Record excerpts:
____________
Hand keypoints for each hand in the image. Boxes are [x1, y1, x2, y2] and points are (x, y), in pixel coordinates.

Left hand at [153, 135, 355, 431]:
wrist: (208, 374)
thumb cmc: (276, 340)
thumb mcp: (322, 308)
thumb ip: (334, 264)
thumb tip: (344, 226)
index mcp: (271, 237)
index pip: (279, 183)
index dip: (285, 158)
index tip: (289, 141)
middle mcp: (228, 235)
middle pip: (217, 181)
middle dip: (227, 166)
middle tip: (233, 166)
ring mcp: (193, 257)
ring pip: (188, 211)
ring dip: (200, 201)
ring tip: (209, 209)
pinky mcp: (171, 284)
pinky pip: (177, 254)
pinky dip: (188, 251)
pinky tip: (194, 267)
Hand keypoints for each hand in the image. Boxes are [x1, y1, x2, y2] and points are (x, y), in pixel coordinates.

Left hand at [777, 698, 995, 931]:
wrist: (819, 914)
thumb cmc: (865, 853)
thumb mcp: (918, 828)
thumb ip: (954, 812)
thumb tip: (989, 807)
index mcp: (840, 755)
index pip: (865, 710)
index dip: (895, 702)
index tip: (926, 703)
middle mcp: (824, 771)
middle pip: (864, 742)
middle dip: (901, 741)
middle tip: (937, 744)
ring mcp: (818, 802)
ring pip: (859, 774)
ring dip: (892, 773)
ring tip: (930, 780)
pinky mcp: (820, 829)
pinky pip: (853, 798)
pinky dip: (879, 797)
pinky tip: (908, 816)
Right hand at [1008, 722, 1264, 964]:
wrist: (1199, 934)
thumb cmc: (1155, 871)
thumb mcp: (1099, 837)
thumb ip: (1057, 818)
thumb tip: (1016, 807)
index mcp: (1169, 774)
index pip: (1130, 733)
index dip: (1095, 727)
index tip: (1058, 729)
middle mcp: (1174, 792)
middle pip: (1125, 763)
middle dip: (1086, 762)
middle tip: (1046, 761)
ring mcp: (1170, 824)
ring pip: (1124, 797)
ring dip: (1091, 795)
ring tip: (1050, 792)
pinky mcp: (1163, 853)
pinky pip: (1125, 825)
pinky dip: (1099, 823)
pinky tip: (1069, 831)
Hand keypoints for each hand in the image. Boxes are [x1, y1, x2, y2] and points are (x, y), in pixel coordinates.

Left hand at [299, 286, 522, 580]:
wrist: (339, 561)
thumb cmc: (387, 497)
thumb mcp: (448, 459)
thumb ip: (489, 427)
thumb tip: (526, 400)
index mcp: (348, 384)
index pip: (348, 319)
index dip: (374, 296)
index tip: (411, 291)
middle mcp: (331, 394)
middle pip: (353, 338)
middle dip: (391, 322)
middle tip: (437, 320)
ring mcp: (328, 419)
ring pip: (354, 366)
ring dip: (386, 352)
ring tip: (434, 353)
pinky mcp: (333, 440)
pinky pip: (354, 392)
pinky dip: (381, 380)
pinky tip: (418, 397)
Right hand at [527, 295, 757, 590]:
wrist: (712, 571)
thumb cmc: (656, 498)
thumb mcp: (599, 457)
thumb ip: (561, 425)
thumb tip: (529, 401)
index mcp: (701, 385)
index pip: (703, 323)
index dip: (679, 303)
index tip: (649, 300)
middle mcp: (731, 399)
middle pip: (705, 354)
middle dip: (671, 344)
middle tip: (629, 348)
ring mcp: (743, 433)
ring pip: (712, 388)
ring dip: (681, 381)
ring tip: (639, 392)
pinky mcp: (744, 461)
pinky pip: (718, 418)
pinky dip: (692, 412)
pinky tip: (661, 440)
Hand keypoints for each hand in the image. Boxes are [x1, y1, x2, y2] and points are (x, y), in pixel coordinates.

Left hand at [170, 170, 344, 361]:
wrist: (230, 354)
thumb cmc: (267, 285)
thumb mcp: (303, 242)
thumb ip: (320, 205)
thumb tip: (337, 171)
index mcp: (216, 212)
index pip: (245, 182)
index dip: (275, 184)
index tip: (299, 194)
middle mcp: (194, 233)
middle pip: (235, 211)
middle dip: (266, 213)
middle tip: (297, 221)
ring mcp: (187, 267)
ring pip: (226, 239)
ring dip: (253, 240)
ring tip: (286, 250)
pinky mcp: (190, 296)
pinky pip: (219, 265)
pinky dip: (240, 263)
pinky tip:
____________
Directions: From the records above, extract each line exactly as shown.

Finished task:
Hand keypoints for each hand in the image. Boxes are [x1, y1, x2, y2] and points are (x, y), in pixel coordinates.

Left hand at [153, 135, 355, 431]:
wrist: (208, 374)
thumb cmc: (276, 340)
thumb mcp: (322, 308)
thumb ip: (334, 264)
thumb tip: (344, 226)
index mcp: (271, 237)
index pip: (279, 183)
index dip: (285, 158)
index tip: (289, 141)
middle mcp: (228, 235)
middle pip: (217, 181)
middle dip: (227, 166)
middle tip: (233, 166)
ring mcp: (193, 257)
ring pip: (188, 211)
ring dip: (200, 201)
ring tip: (209, 209)
pinky mcp: (171, 284)
pinky pip: (177, 254)
pinky dip: (188, 251)
pinky tip: (194, 267)
Hand keypoints for each hand in the image. Boxes are [x1, y1, x2, y2] and points are (x, y), in pixel coordinates.

Left hand at [777, 698, 995, 931]:
wrist: (819, 914)
thumb cmc: (865, 853)
thumb mcp: (918, 828)
thumb ip: (954, 812)
thumb tip: (989, 807)
index mcp: (840, 755)
index pip: (865, 710)
index dip: (895, 702)
index tip: (926, 703)
middle mcp: (824, 771)
middle pip: (864, 742)
middle dip: (901, 741)
middle tip: (937, 744)
ring mcp: (818, 802)
ring pip: (859, 774)
ring dip: (892, 773)
ring tip: (930, 780)
pinky mcp: (820, 829)
pinky pip: (853, 798)
pinky dip: (879, 797)
pinky tip: (908, 816)
Right hand at [1008, 722, 1264, 964]:
wrist: (1199, 934)
thumb cmc: (1155, 871)
thumb mcp: (1099, 837)
thumb ip: (1057, 818)
thumb tip: (1016, 807)
index mcp: (1169, 774)
index pip: (1130, 733)
index dip: (1095, 727)
index tip: (1058, 729)
middle mcp: (1174, 792)
middle pip: (1125, 763)
middle dip: (1086, 762)
middle tip: (1046, 761)
ring mcp: (1170, 824)
ring pip: (1124, 797)
ring dip: (1091, 795)
ring tip: (1050, 792)
pinky mcp: (1163, 853)
pinky pip: (1125, 825)
pinky dip: (1099, 823)
pinky tip: (1069, 831)
Hand keypoints for each hand in the image. Boxes are [x1, y1, x2, y2] and points are (x, y), in pixel coordinates.

Left hand at [299, 286, 522, 580]:
wrist: (339, 561)
thumb cmc: (387, 497)
thumb mcp: (448, 459)
thumb ip: (489, 427)
thumb tip: (526, 400)
index mcp: (348, 384)
index pip: (348, 319)
index dip: (374, 296)
index tip: (411, 291)
middle mcp: (331, 394)
middle pip: (353, 338)
middle dip: (391, 322)
middle tip: (437, 320)
ring mcp: (328, 419)
ring pip: (354, 366)
ring dip: (386, 352)
ring tip: (434, 353)
pinky mcp: (333, 440)
pinky pip: (354, 392)
pinky dip: (381, 380)
pinky tip: (418, 397)
Right hand at [527, 295, 757, 590]:
wrist: (712, 571)
thumb cmc: (656, 498)
thumb mcp: (599, 457)
thumb ip: (561, 425)
thumb tip: (529, 401)
index mcp: (701, 385)
index pip: (703, 323)
index dip: (679, 303)
index tip: (649, 300)
middle mcp: (731, 399)
middle pip: (705, 354)
middle dip: (671, 344)
middle tip: (629, 348)
ring mcp: (743, 433)
ring pip: (712, 388)
ring dip: (681, 381)
ring tip: (639, 392)
pinky mcp: (744, 461)
pinky pip: (718, 418)
pinky dip: (692, 412)
pinky tip: (661, 440)
Hand keypoints for each hand in the image. Boxes are [x1, y1, x2, y2] and points are (x, y), in pixel coordinates.

Left hand at [170, 170, 344, 361]:
wrist: (230, 354)
thumb cmc: (267, 285)
thumb mcp: (303, 242)
thumb ip: (320, 205)
thumb tip: (337, 171)
index mcp: (216, 212)
index pip: (245, 182)
index dip: (275, 184)
index tip: (299, 194)
middle mcp: (194, 233)
middle pip: (235, 211)
middle dip: (266, 213)
middle tip: (297, 221)
ring mcp: (187, 267)
ring pip: (226, 239)
ring dip: (253, 240)
ring tip: (286, 250)
pinky mcp: (190, 296)
pinky pip: (219, 265)
pinky dip: (240, 263)
pinky tip:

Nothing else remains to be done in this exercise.